• _Task item_: Write out, exactly and in full, the records given below, but not their pictures.

Collected data entries:
================
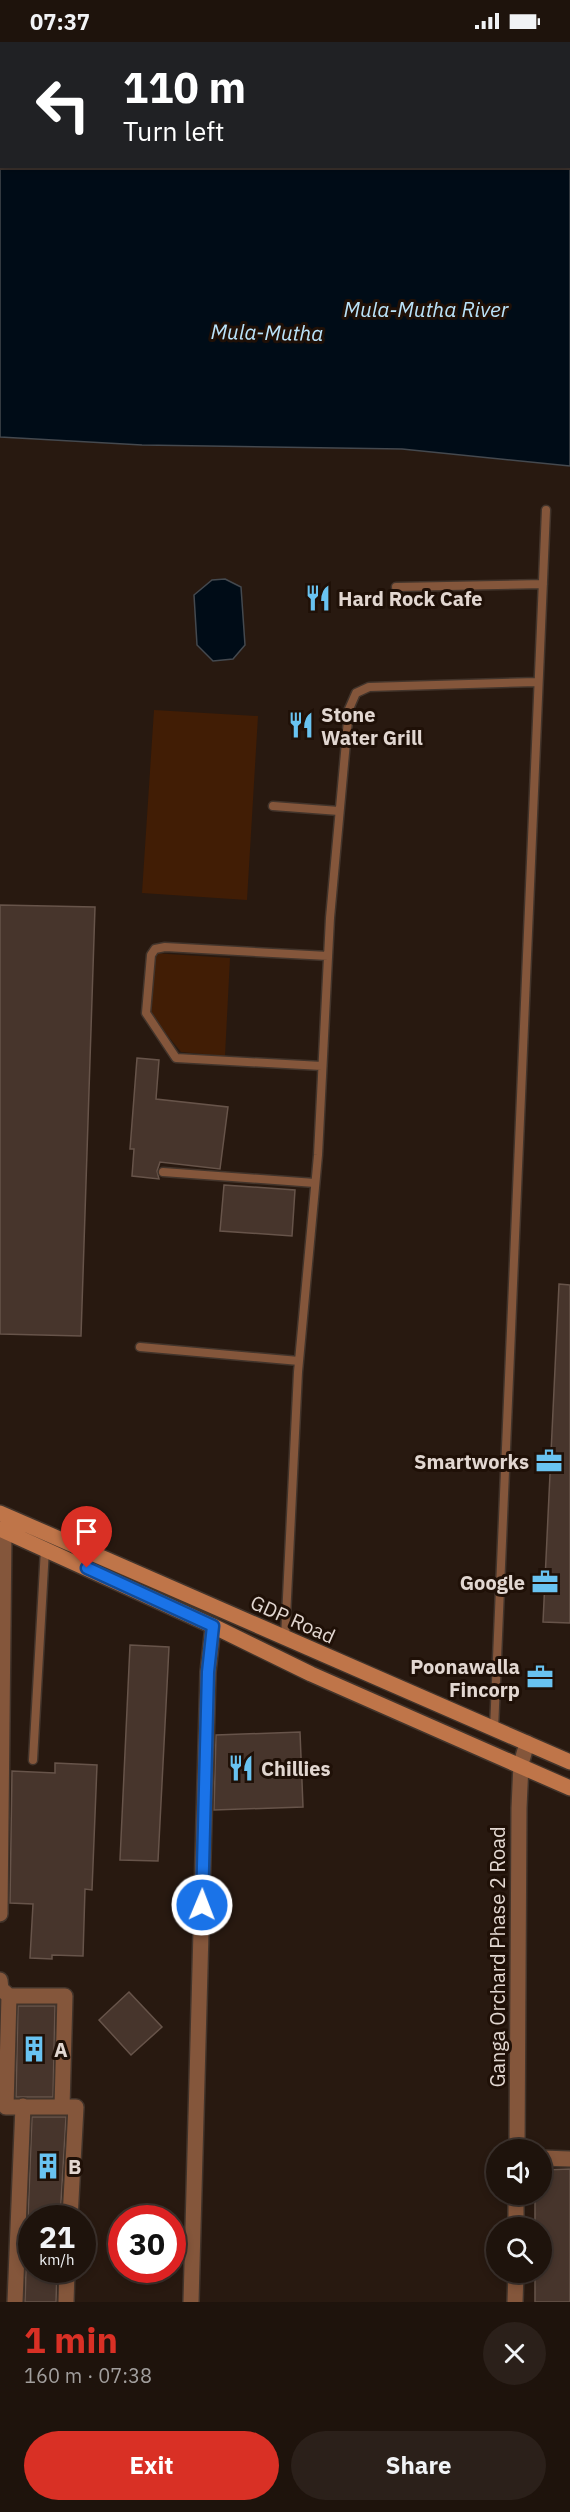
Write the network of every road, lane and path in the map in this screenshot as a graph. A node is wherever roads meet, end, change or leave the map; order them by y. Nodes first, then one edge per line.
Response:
1 (546, 510) dead end
2 (543, 584) junction
3 (396, 586) dead end
4 (537, 682) junction
5 (273, 806) dead end
6 (339, 811) junction
7 (328, 956) junction
8 (322, 1066) junction
9 (163, 1172) dead end
10 (315, 1183) junction
11 (140, 1347) dead end
12 (299, 1361) junction
13 (0, 1513) edge
14 (2, 1530) edge
15 (45, 1549) junction
16 (213, 1626) junction
17 (285, 1639) junction
18 (494, 1729) junction
19 (527, 1743) junction
20 (33, 1760) dead end
21 (570, 1762) edge
22 (521, 1764) junction
23 (570, 1788) edge
24 (0, 1914) edge
25 (0, 1980) edge
26 (3, 1991) edge
27 (23, 2106) junction
28 (62, 2107) junction
29 (517, 2139) edge
30 (552, 2158) edge
31 (570, 2159) edge
32 (71, 2205) edge
33 (67, 2283) edge
34 (516, 2283) edge
35 (15, 2302) edge
36 (66, 2302) edge
37 (191, 2302) edge
38 (515, 2302) edge

1 - 2 lane
2 - 3 lane
2 - 4 lane
4 - 6 lane
4 - 18 lane
5 - 6 lane
6 - 7 lane
7 - 8 lane
7 - 8 lane
8 - 10 lane
9 - 10 lane
10 - 12 lane
11 - 12 lane
12 - 17 lane
13 - 17 main road, GDP Road
14 - 15 main road
14 - 24 street
15 - 16 main road
15 - 20 lane
16 - 22 main road
16 - 37 street
17 - 18 main road, GDP Road
18 - 19 main road, GDP Road
19 - 21 main road, GDP Road
19 - 22 street, Ganga Orchard Phase 2 Road
22 - 23 main road
22 - 29 street, Ganga Orchard Phase 2 Road
25 - 26 street
26 - 27 street
26 - 28 street
27 - 28 street
27 - 35 street
28 - 32 street
30 - 31 street
33 - 36 street
34 - 38 street

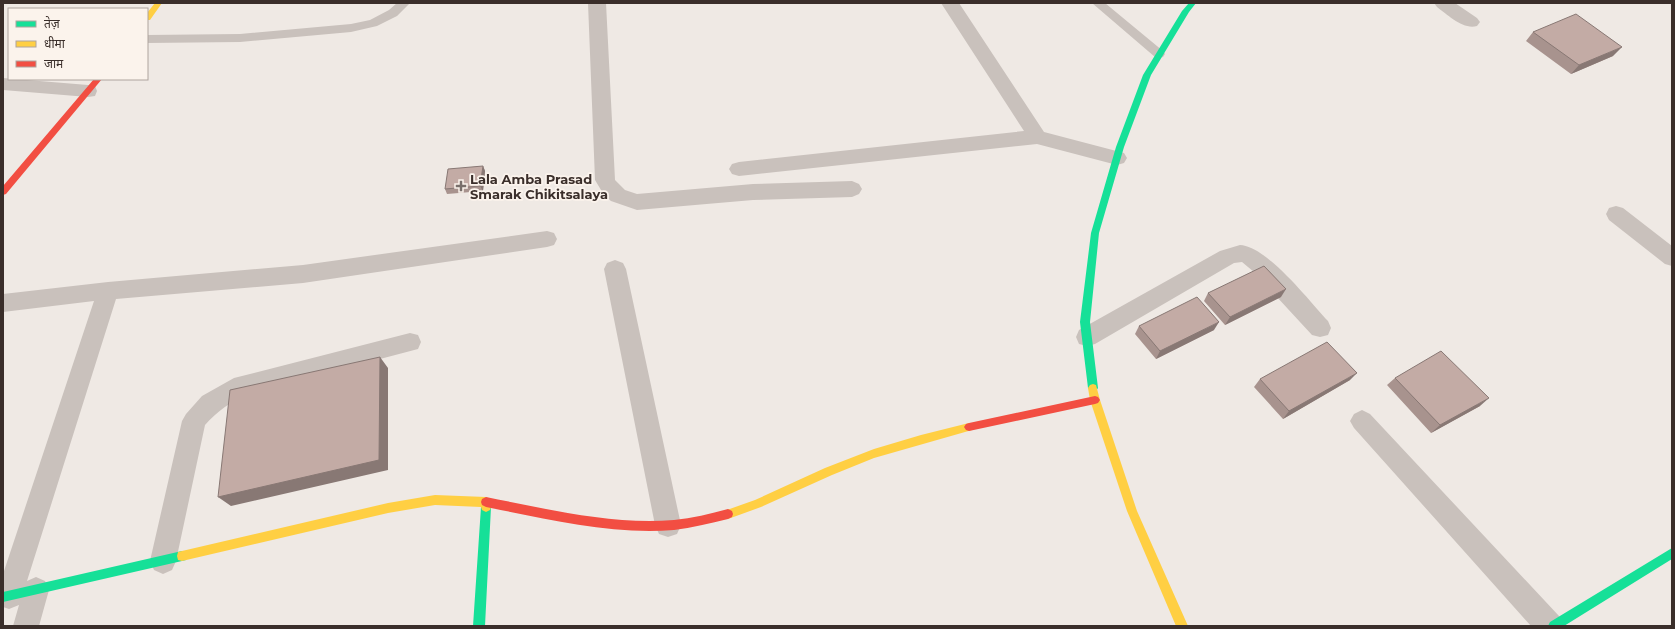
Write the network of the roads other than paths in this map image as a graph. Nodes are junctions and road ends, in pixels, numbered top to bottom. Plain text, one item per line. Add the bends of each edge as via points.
================
• _Expected answer_:
Write the network of every road, lane and path in the map in this screenshot as a graph. A node is wherever roads meet, end, change or leave the map; order them by y. Nodes first, then one edge per line.
Response:
1 (546, 510) dead end
2 (543, 584) junction
3 (396, 586) dead end
4 (537, 682) junction
5 (273, 806) dead end
6 (339, 811) junction
7 (328, 956) junction
8 (322, 1066) junction
9 (163, 1172) dead end
10 (315, 1183) junction
11 (140, 1347) dead end
12 (299, 1361) junction
13 (0, 1513) edge
14 (2, 1530) edge
15 (45, 1549) junction
16 (213, 1626) junction
17 (285, 1639) junction
18 (494, 1729) junction
19 (527, 1743) junction
20 (33, 1760) dead end
21 (570, 1762) edge
22 (521, 1764) junction
23 (570, 1788) edge
24 (0, 1914) edge
25 (0, 1980) edge
26 (3, 1991) edge
27 (23, 2106) junction
28 (62, 2107) junction
29 (517, 2139) edge
30 (552, 2158) edge
31 (570, 2159) edge
32 (71, 2205) edge
33 (67, 2283) edge
34 (516, 2283) edge
35 (15, 2302) edge
36 (66, 2302) edge
37 (191, 2302) edge
38 (515, 2302) edge

1 - 2 lane
2 - 3 lane
2 - 4 lane
4 - 6 lane
4 - 18 lane
5 - 6 lane
6 - 7 lane
7 - 8 lane
7 - 8 lane
8 - 10 lane
9 - 10 lane
10 - 12 lane
11 - 12 lane
12 - 17 lane
13 - 17 main road, GDP Road
14 - 15 main road
14 - 24 street
15 - 16 main road
15 - 20 lane
16 - 22 main road
16 - 37 street
17 - 18 main road, GDP Road
18 - 19 main road, GDP Road
19 - 21 main road, GDP Road
19 - 22 street, Ganga Orchard Phase 2 Road
22 - 23 main road
22 - 29 street, Ganga Orchard Phase 2 Road
25 - 26 street
26 - 27 street
26 - 28 street
27 - 28 street
27 - 35 street
28 - 32 street
30 - 31 street
33 - 36 street
34 - 38 street

Write the network of the roads other than paths in this map image as a graph. Nodes are junctions and road ends, in pixels, numbered top to bottom. Plain text, one item per line. Add the bends of each edge as via points.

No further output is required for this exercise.